» What the task asks
Filter the records below for the word "lane". Copy each line that holds it.

Saved data entries
***

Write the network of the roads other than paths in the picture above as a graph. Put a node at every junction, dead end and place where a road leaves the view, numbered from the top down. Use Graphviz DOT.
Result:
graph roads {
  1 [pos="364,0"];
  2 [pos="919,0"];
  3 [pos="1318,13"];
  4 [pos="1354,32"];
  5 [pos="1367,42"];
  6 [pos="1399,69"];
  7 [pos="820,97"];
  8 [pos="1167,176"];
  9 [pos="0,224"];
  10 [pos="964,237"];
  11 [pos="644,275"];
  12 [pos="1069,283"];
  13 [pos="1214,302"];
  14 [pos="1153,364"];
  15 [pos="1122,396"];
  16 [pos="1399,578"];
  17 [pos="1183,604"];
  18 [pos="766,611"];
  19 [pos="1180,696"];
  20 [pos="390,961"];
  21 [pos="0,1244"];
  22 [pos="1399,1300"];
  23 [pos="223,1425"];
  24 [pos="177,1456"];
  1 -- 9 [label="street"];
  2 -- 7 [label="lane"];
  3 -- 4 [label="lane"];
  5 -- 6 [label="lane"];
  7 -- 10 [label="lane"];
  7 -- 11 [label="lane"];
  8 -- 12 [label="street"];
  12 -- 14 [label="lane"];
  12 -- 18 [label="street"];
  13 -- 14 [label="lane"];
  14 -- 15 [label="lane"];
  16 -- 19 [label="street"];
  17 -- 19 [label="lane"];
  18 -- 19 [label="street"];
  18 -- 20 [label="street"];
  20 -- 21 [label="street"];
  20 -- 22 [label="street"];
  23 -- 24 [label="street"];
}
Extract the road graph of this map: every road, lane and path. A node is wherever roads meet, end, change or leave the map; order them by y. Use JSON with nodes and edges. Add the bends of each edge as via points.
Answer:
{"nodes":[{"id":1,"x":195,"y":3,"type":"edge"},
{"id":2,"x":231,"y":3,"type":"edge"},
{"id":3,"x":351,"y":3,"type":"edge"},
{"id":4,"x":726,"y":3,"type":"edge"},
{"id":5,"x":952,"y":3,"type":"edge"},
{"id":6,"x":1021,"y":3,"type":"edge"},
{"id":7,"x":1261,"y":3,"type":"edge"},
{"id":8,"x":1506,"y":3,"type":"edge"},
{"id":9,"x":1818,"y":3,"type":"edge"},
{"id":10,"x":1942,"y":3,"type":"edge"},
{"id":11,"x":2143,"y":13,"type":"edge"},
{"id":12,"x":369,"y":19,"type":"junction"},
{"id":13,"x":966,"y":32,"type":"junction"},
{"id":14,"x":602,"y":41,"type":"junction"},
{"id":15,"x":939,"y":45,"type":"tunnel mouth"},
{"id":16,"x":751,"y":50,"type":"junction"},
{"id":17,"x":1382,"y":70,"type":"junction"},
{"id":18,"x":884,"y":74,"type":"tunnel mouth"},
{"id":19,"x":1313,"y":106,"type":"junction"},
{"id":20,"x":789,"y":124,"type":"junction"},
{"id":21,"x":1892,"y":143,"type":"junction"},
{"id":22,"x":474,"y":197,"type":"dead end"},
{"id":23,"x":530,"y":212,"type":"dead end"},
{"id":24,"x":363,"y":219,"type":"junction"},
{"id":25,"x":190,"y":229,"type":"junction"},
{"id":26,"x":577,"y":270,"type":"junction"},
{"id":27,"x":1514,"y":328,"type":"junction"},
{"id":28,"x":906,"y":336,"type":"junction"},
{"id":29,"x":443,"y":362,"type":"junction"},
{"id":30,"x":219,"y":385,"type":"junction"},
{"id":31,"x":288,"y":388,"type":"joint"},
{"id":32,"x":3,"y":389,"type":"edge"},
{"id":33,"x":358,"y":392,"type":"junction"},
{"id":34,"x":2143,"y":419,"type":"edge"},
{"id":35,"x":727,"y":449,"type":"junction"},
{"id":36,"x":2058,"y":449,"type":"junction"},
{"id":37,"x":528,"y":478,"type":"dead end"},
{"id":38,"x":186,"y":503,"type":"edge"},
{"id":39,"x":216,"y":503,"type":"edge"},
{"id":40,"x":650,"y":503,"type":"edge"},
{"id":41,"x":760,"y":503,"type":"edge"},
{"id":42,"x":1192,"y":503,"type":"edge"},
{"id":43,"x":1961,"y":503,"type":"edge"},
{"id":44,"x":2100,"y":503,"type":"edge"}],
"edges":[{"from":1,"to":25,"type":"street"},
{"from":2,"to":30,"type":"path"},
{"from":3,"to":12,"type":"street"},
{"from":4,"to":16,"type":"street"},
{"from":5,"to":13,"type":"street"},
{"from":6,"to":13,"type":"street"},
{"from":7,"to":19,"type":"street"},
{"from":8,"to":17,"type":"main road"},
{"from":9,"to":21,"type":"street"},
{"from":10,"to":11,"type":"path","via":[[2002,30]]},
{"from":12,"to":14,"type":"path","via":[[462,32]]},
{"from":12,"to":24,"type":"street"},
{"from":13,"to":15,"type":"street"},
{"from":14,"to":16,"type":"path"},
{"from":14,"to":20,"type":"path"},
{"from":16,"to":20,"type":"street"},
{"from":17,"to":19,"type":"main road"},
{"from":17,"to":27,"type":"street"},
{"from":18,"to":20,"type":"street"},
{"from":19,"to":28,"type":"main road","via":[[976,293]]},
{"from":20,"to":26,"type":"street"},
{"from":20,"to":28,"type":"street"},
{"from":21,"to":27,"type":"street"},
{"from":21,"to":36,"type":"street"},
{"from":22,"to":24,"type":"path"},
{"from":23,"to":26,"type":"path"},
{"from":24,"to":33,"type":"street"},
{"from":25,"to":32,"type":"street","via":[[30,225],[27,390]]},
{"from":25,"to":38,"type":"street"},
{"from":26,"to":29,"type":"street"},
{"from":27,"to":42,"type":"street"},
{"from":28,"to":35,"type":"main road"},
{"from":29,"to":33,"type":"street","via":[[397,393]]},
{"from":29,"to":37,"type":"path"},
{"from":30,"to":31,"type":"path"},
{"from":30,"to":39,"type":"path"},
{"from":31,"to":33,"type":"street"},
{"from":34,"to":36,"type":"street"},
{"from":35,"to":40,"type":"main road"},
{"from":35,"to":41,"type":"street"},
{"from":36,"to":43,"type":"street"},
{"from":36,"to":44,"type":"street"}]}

***

» Exercise output
  2 -- 7 [label="lane"];
  3 -- 4 [label="lane"];
  5 -- 6 [label="lane"];
  7 -- 10 [label="lane"];
  7 -- 11 [label="lane"];
  12 -- 14 [label="lane"];
  13 -- 14 [label="lane"];
  14 -- 15 [label="lane"];
  17 -- 19 [label="lane"];
Extract the road graph of this map: every road, lane and path. A node is wherever roads meet, end, change or leave the map; order them by y. Use JSON with nodes and edges. Add the bends of each edge as via points.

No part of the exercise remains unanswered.